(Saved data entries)

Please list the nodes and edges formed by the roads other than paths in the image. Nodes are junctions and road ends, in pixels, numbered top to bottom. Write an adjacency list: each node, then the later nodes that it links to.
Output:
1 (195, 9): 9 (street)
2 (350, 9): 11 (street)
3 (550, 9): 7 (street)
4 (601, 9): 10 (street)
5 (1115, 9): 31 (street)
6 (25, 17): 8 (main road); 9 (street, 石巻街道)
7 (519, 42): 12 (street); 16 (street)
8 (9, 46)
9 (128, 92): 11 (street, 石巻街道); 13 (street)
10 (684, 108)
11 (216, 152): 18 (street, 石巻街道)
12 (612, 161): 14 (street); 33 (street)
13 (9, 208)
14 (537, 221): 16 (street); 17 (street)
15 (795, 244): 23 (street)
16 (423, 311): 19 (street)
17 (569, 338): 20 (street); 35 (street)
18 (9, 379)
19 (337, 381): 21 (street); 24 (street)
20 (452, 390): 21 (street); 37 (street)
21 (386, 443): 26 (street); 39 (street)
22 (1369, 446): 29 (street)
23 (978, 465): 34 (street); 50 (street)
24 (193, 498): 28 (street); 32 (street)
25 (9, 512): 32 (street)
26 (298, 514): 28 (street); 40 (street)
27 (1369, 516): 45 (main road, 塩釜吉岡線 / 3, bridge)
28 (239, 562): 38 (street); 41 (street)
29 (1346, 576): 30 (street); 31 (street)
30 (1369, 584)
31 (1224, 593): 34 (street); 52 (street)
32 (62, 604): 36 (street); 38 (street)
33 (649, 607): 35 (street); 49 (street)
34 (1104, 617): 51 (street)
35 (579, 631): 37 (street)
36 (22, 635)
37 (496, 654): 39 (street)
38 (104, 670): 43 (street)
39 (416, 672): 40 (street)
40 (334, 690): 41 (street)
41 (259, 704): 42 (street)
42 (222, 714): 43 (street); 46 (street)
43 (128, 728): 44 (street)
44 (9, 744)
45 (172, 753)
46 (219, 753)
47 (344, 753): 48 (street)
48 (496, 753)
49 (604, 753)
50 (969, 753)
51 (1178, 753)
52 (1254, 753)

■ Problem to work on ■
Filter the records above and return every line that holds the word "main".

■ Your response ■
6 (25, 17): 8 (main road); 9 (street, 石巻街道)
27 (1369, 516): 45 (main road, 塩釜吉岡線 / 3, bridge)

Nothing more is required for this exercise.